Ademais, mesmo que assim não fosse, não há que como ser acolhida a alegação de omissão, uma vez que as contra-razões apresentadas pela União, não foram conhecidas por intempestivas, donde as insurgências não foram devolvidas para apreciação.
Rejeito. (fls. 388/390)
Entretanto, a conclusão perfilhada pelo acórdão recorrido discrepa do teor do aresto transcrito às fls. 398, oriundo do TRT da 9ª Região e publicado no DJPR de 10/03/2000 a saber:
PERITO. ILEGITIMIDADE PARA RECORRER.
O perito é desprovido de legitimidade ativa para recorrer de decisão que fixou seus honorários, eis que ausente nexo de interdependência entre o interesse de agir e a relação jurídica apreciada pelo Judiciário (exegese do art. 499, §1º, do CPC).
Conheço do recurso de revista, por divergência jurisprudencial.
MÉRITO
O cerne da controvérsia gira em torno da legitimidade do perito judicial para recorrer.
O perito, como auxiliar do juízo, exerce função meramente administrativa (artigo 139 do Código de Processo Civil), não lhe sendo atribuída a condição de parte e de sucumbente da demanda, uma vez que não compõe relação jurídica de natureza material.
Tampouco será considerado terceiro interessado, pois inexiste nexo de interdependência entre o seu interesse de intervir (pagamento de honorários) e a relação jurídica submetida à apreciação judicial (adicional de insalubridade), de acordo com o artigo 499, §1º, do Código de Processo Civil, sendo-lhe indiferente a sucumbência ou não de qualquer das partes no processo.
O interesse do perito em recorrer é meramente econômico, fundamento pelo qual a legislação processual não prevê a possibilidade de recorrer como terceiro interessado.
Nesse mesmo sentido, os seguintes precedentes desta Corte:
RECURSO INTERPOSTO PELA PERITA - LEGITIMIDADE - MAJORAÇÃO DO VALOR ARBITRADO. O perito é auxiliar do juízo que não é parte e nem pode ser considerado terceiro prejudicado, pois o que está sendo discutido no processo não guarda relação com o seu interesse, pelo que não possui legitimidade para recorrer. Inteligência dos artigos 139 e 499 do CPC.

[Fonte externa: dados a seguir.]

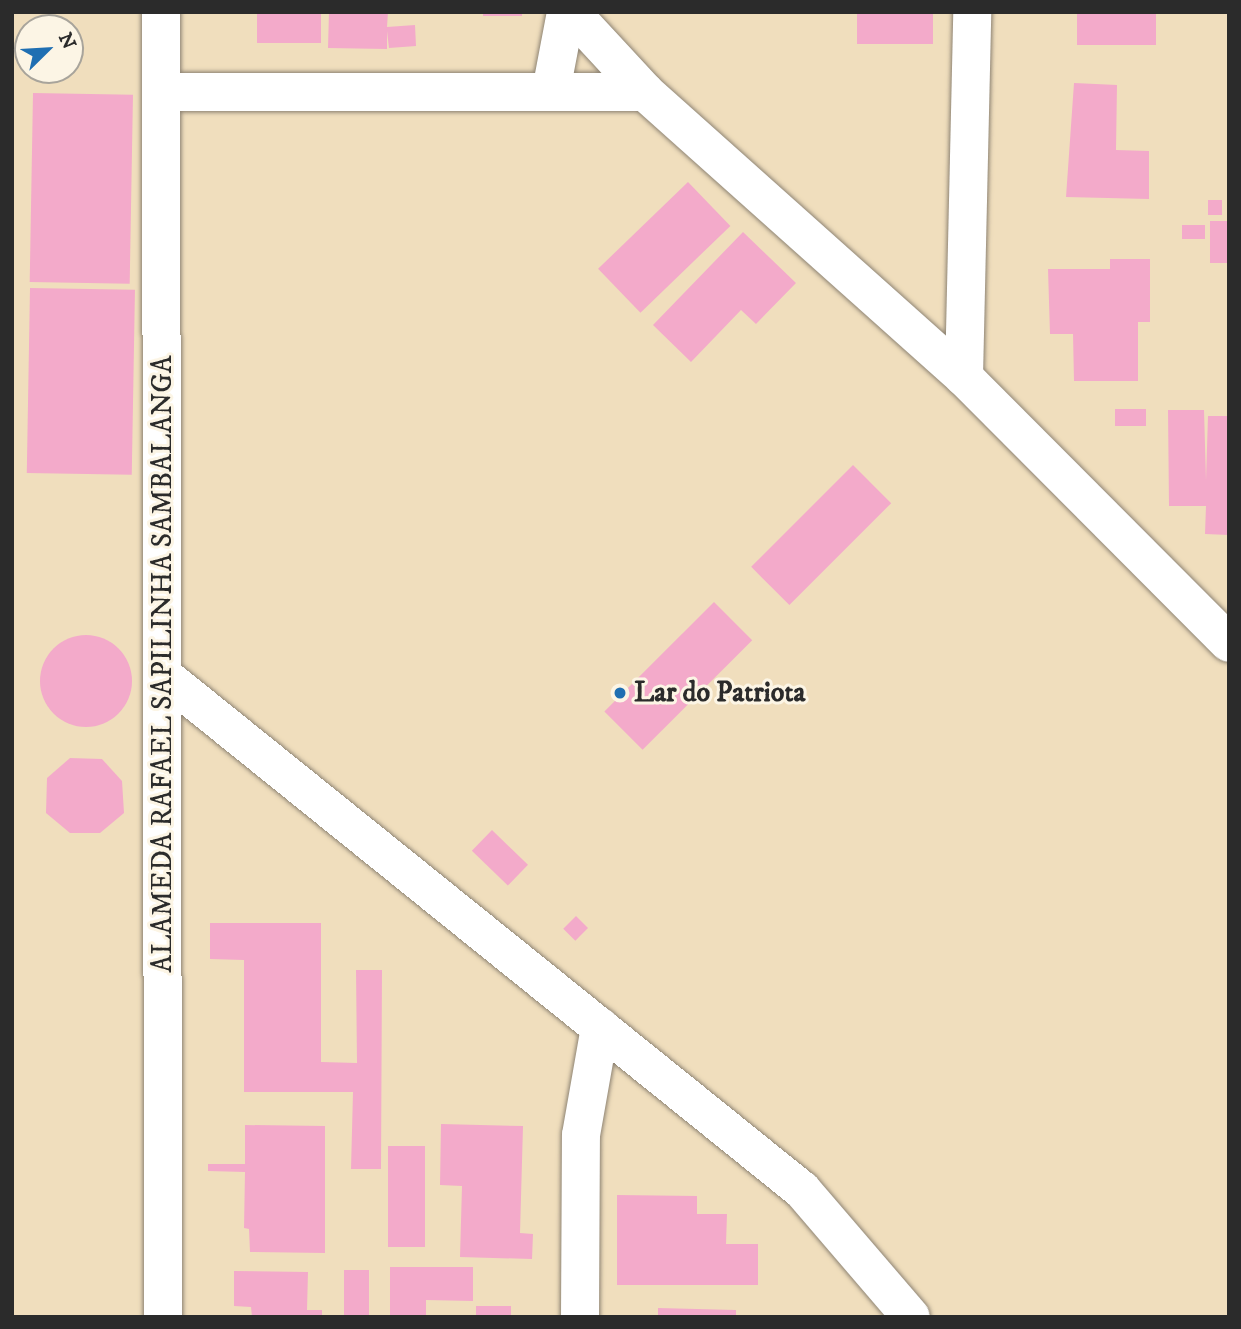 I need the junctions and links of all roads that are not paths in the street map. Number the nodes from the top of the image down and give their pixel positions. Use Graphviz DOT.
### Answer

Recurso de Revista conhecido e provido.
(TST-RR-7597300-58.2003.5.04.0900, Rel. Min. Carlos Alberto Reis de Paula, DJ - 22/08/2008).
AGRAVO DE INSTRUMENTO. RECURSO DE REVISTA. ILEGITIMIDADE DA PERITA JUDICIAL PARA RECORRER. ARTIGOS 139 E 499 DO CPC. O perito judicial é auxiliar do juízo (art. 139, CPC), não é parte vencida nem terceiro prejudicado. O perito está subordinado ao magistrado, como auxiliar no processo, não tem interesse no bem da vida discutido entre as partes, razão pela qual não pode ser considerado terceiro prejudicado, nem parte vencida. Falta-lhe, portanto, legitimidade para recorrer (art. 499 do CPC). Agravo de instrumento não conhecido.
(TST-RR-141740-75.2002.5.24.0003, Rel. Min. Carlos Alberto Reis de Paula, DJ - 22/08/2008).
ILEGITIMIDADE DO PERITO PARA RECORRER. O perito, como auxiliar do juízo, (art. 139 do CPC), não adquire a condição de parte e sucumbente na demanda, pois não compõe a relação jurídica de direito material. Não é também terceiro interessado, na acepção do art. 499, § 1º, do CPC, pois inexiste nexo de interdependência entre o seu interesse de intervir e a relação jurídica submetida à apreciação judicial. O interesse do perito em recorrer é meramente econômico, cujo fundamento não encontra amparo na legislação a fim de lhe atribuir legitimidade para recorrer. Conheço.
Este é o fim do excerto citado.